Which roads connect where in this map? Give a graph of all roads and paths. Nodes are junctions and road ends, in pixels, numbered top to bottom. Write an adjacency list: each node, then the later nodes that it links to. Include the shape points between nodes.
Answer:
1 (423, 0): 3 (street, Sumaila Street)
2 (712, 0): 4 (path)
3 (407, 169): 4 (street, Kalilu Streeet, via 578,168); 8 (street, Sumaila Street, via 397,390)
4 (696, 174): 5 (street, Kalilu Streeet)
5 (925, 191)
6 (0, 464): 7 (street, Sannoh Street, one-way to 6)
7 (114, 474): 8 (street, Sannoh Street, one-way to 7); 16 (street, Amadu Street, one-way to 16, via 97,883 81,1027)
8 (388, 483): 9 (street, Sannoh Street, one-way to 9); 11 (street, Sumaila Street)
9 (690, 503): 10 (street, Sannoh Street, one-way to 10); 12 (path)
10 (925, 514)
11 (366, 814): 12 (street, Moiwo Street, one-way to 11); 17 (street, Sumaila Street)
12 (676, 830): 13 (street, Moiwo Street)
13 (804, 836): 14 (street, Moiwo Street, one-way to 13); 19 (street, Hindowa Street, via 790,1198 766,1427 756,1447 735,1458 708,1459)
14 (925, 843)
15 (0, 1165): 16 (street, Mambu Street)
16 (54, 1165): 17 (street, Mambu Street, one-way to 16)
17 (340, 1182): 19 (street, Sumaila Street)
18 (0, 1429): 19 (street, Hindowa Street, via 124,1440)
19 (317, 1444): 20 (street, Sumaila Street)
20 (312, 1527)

Exercise goal:
Reproduce the data verbatim, line for line.

Response box:
Which roads connect where in this map? Give a graph of all roads and paths. Nodes are junctions and road ends, in pixels, numbered top to bottom. Write an adjacency list: each node, then the later nodes that it links to. Include the shape points between nodes.
Answer:
1 (423, 0): 3 (street, Sumaila Street)
2 (712, 0): 4 (path)
3 (407, 169): 4 (street, Kalilu Streeet, via 578,168); 8 (street, Sumaila Street, via 397,390)
4 (696, 174): 5 (street, Kalilu Streeet)
5 (925, 191)
6 (0, 464): 7 (street, Sannoh Street, one-way to 6)
7 (114, 474): 8 (street, Sannoh Street, one-way to 7); 16 (street, Amadu Street, one-way to 16, via 97,883 81,1027)
8 (388, 483): 9 (street, Sannoh Street, one-way to 9); 11 (street, Sumaila Street)
9 (690, 503): 10 (street, Sannoh Street, one-way to 10); 12 (path)
10 (925, 514)
11 (366, 814): 12 (street, Moiwo Street, one-way to 11); 17 (street, Sumaila Street)
12 (676, 830): 13 (street, Moiwo Street)
13 (804, 836): 14 (street, Moiwo Street, one-way to 13); 19 (street, Hindowa Street, via 790,1198 766,1427 756,1447 735,1458 708,1459)
14 (925, 843)
15 (0, 1165): 16 (street, Mambu Street)
16 (54, 1165): 17 (street, Mambu Street, one-way to 16)
17 (340, 1182): 19 (street, Sumaila Street)
18 (0, 1429): 19 (street, Hindowa Street, via 124,1440)
19 (317, 1444): 20 (street, Sumaila Street)
20 (312, 1527)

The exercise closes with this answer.